* [Record extracts]:
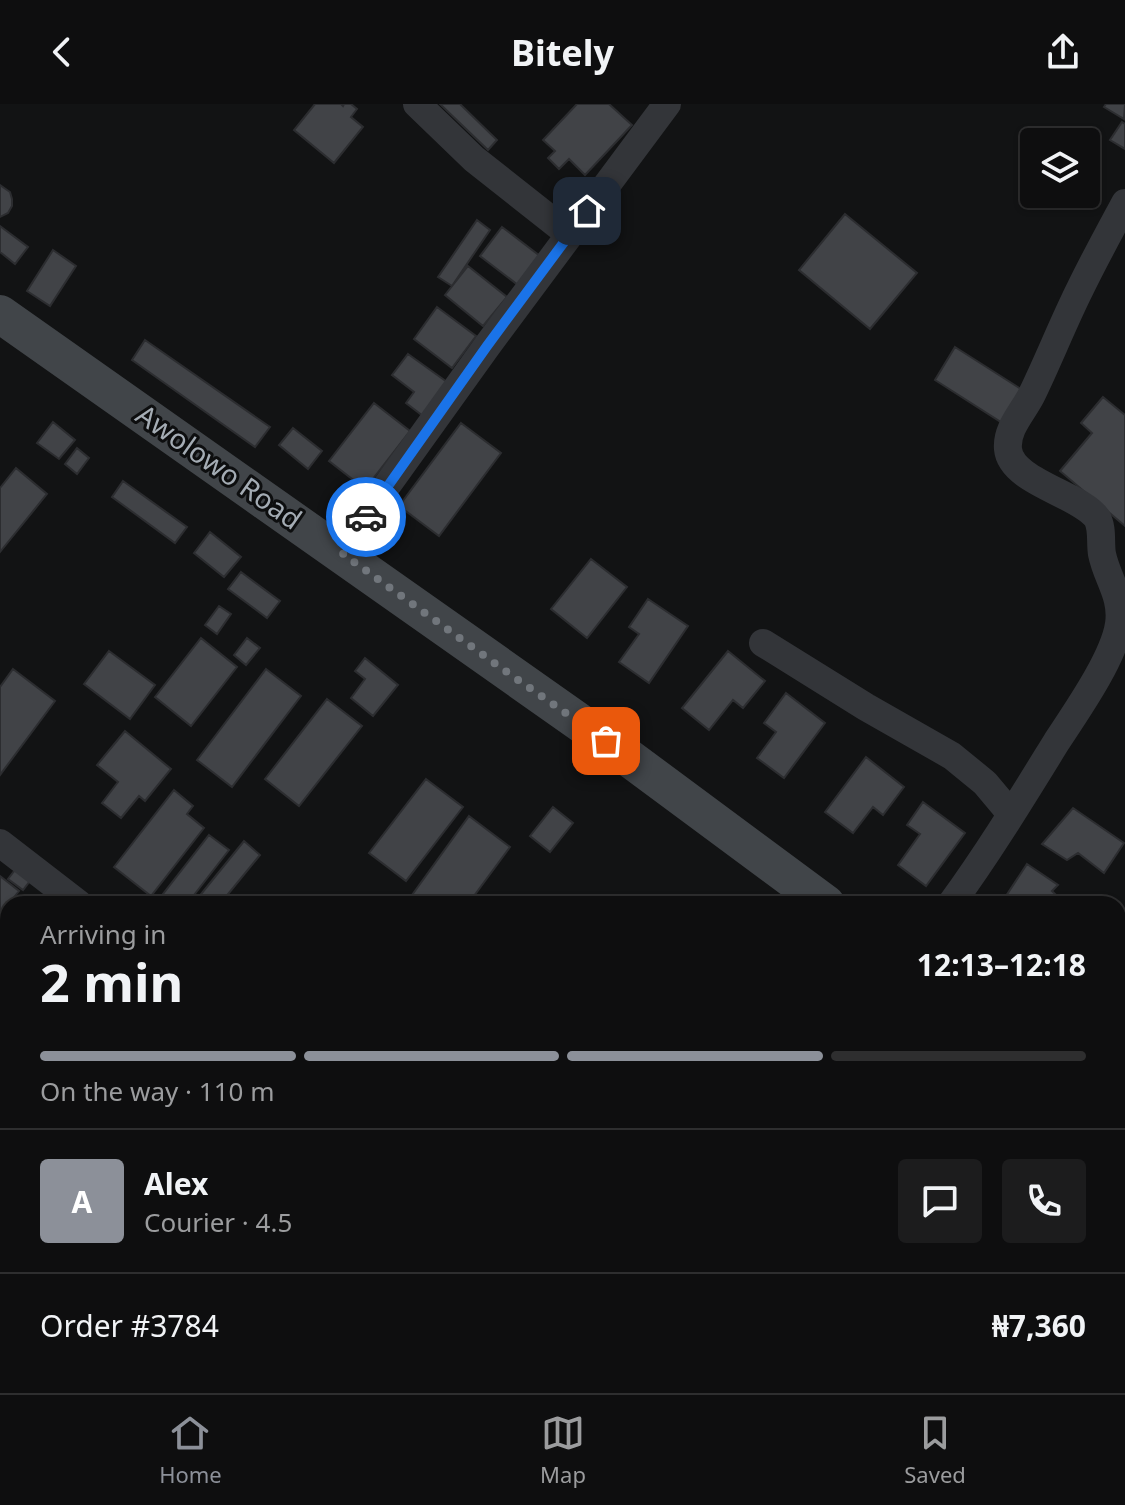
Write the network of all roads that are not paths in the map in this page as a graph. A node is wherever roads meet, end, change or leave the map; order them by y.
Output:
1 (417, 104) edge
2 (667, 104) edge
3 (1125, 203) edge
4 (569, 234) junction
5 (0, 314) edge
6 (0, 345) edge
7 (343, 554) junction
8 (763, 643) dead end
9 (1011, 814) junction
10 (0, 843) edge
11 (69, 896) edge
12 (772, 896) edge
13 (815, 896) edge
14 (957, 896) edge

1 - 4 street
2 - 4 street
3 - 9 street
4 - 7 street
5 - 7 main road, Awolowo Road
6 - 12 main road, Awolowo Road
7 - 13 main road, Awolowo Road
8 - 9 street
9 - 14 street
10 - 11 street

* [Goal of the exercise]: Write everything in the records out exactly, apart from the pictures.

* [Exercise solution]:
Write the network of all roads that are not paths in the map in this page as a graph. A node is wherever roads meet, end, change or leave the map; order them by y.
Output:
1 (417, 104) edge
2 (667, 104) edge
3 (1125, 203) edge
4 (569, 234) junction
5 (0, 314) edge
6 (0, 345) edge
7 (343, 554) junction
8 (763, 643) dead end
9 (1011, 814) junction
10 (0, 843) edge
11 (69, 896) edge
12 (772, 896) edge
13 (815, 896) edge
14 (957, 896) edge

1 - 4 street
2 - 4 street
3 - 9 street
4 - 7 street
5 - 7 main road, Awolowo Road
6 - 12 main road, Awolowo Road
7 - 13 main road, Awolowo Road
8 - 9 street
9 - 14 street
10 - 11 street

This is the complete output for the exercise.